His first major training feat was steering One For Tarbert through to the Wendy Fair St Leger at Wembley on 15 November 1996. He reached the 1997 Scurry Gold Cup final with Official Figure before Holland moved to Poole Stadium and became the track's champion trainer but he soon required a track that could provide regular races for his higher class of greyhound. He subsequently joined Oxford Stadium in 2000 and continued to build a strong reputation. In 2001 he then became attached to Brighton & Hove Greyhound Stadium and reached the final of the RD Racing Cesarewitch.

In 2002 Graham and Nicky made the decision to move to Golden, County Tipperary in Ireland, they set up the Riverside Kennel on a seven-acre plot. The move inevitably resulted in a period of transition for the kennel and it was not until 2005 that they tasted success winning the 2005 Tipperary Cup with Broadacres Tommy. The competition wins began to regularly arrive from 2008 including the Cox Cup and Tipperary Cup (2008) and the Laurels and Select Stakes (2009).

The following decade would see the kennel become the most significant in Ireland and arguably the United Kingdom, in 2012 Knockglass Billy won the Laurels and the following year Cabra Buck reached the 2013 Irish Greyhound Derby final It was during 2015 that Holland was propelled into the leading trainer in Ireland, he won the Easter Cup with Sidarian Blaze, the Oaks with Ballydoyle Honey and the Champion Stakes with Sidarian Vega.

In 2016 he won Ireland's leading prize, the Boylesports Irish Greyhound Derby with Rural Hawaii. In addition Clares Rocket won the National Produce and Champion Stakes and Skywalker Manner won the Laurels. The following year (2017) resulted in a Clonbrien Hero winning three competitions; the St Leger, Produce and Laurels. Following a quiet 2018 he bounced back with a second Derby triumph when Lenson Bocko won the 2019 Irish Greyhound Derby. The year also contained major wins in the Easter Cup, Shelbourne 600, Select Stakes and the Race of Champions.

Holland began 2020 with a third Easter Cup title, this time with Wolfe and after the COVID-19 pandemic lockdown he won a third National Produce in five years, with Newinn Taylor who won his 12th successive race. The success continued when Newinn Taylor then won the 2020 Irish Greyhound Derby winning his 16th race from 18 starts, propelling Holland on to a short list of three time Irish Derby winners behind four-time winners Tom Lynch and Gay McKenna. Newinn Taylor was later voted Irish Greyhound of the Year.

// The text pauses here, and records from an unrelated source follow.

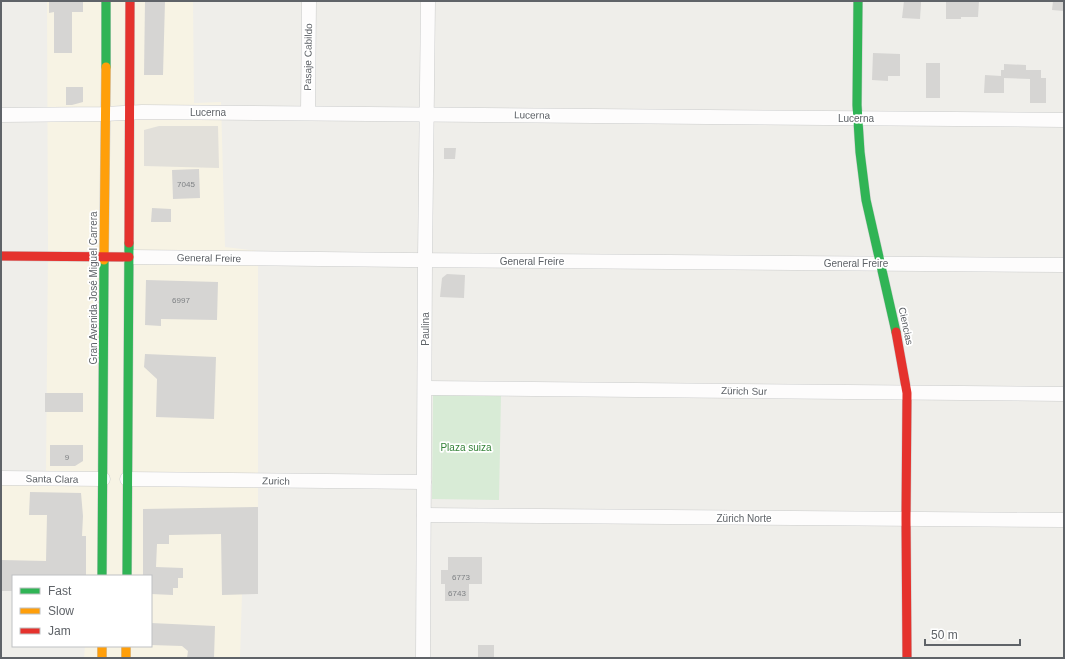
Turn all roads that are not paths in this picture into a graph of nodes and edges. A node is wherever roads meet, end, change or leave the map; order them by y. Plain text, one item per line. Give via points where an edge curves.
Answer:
1 (106, 1) edge
2 (130, 1) edge
3 (309, 1) edge
4 (428, 1) edge
5 (858, 1) edge
6 (130, 112) junction
7 (308, 113) junction
8 (1, 114) edge
9 (105, 114) junction
10 (427, 114) junction
11 (858, 118) junction
12 (1064, 120) edge
13 (1, 256) edge
14 (104, 257) junction
15 (129, 257) junction
16 (426, 260) junction
17 (880, 263) junction
18 (1064, 264) edge
19 (425, 388) junction
20 (907, 393) junction
21 (1064, 394) edge
22 (1, 478) edge
23 (103, 479) junction
24 (127, 479) junction
25 (424, 482) junction
26 (424, 515) junction
27 (906, 519) junction
28 (1064, 520) edge
29 (102, 575) edge
30 (127, 575) edge
31 (102, 647) edge
32 (126, 647) edge
33 (102, 658) edge
34 (126, 658) edge
35 (423, 658) edge
36 (907, 658) edge

1 - 9 main road, Gran Avenida José Miguel Carrera
2 - 6 main road
3 - 7 street, Pasaje Cabildo
4 - 10 street, Paulina
5 - 11 main road, Ciencias
6 - 7 street, Lucerna
6 - 9 street, Lucerna
6 - 15 main road
7 - 10 street, Lucerna
8 - 9 street, Lucerna
9 - 14 main road, Gran Avenida José Miguel Carrera
10 - 11 street, Lucerna
10 - 16 street, Paulina
11 - 12 street, Lucerna
11 - 17 main road, Ciencias via 866,200
13 - 14 main road, General Freire
14 - 15 main road, General Freire
14 - 23 main road, Gran Avenida José Miguel Carrera
15 - 16 street, General Freire
15 - 24 main road
16 - 17 street, General Freire
16 - 19 street, Paulina
17 - 18 street, General Freire
17 - 20 main road, Ciencias
19 - 20 street, Zürich Sur
19 - 25 street, Paulina
20 - 21 street, Zürich Sur
20 - 27 main road, Ciencias
22 - 23 street, Santa Clara
23 - 29 main road, Gran Avenida José Miguel Carrera
24 - 25 street, Zurich
24 - 30 main road
25 - 26 street, Paulina
26 - 27 street, Zürich Norte
26 - 35 street, Paulina
27 - 28 street, Zürich Norte
27 - 36 main road, Ciencias
31 - 33 main road
32 - 34 main road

In 2022, he won the Kirby Memorial Stakes with Swords Rex and again in 2023 with Clonbrien Treaty before Romeo Magico, a black and white dog won the 2022 English Greyhound Derby and the first prize of £175,000. The greyhound owned and bred by David Firmager provided Holland with the completion of his ambition of winning the English Derby. He duly won a second English Derby the following year in 2023 with Gaytime Nemo.

A record equalling fourth Irish Derby came his way during the 2024 edition, when a black dog called Bockos Diamond lit up the competition breaking and equalling the track record in two rounds of the competition on his way to an unbeaten success. Six flawless runs saw him become the shortest winner of a final in the event's history and brought Holland equal with McKenna and Lynch on four Irish Derby titles.

In 2025, Holland claimed a record fifth Irish Derby after Cheap Sandwiches won the 2025 Derby.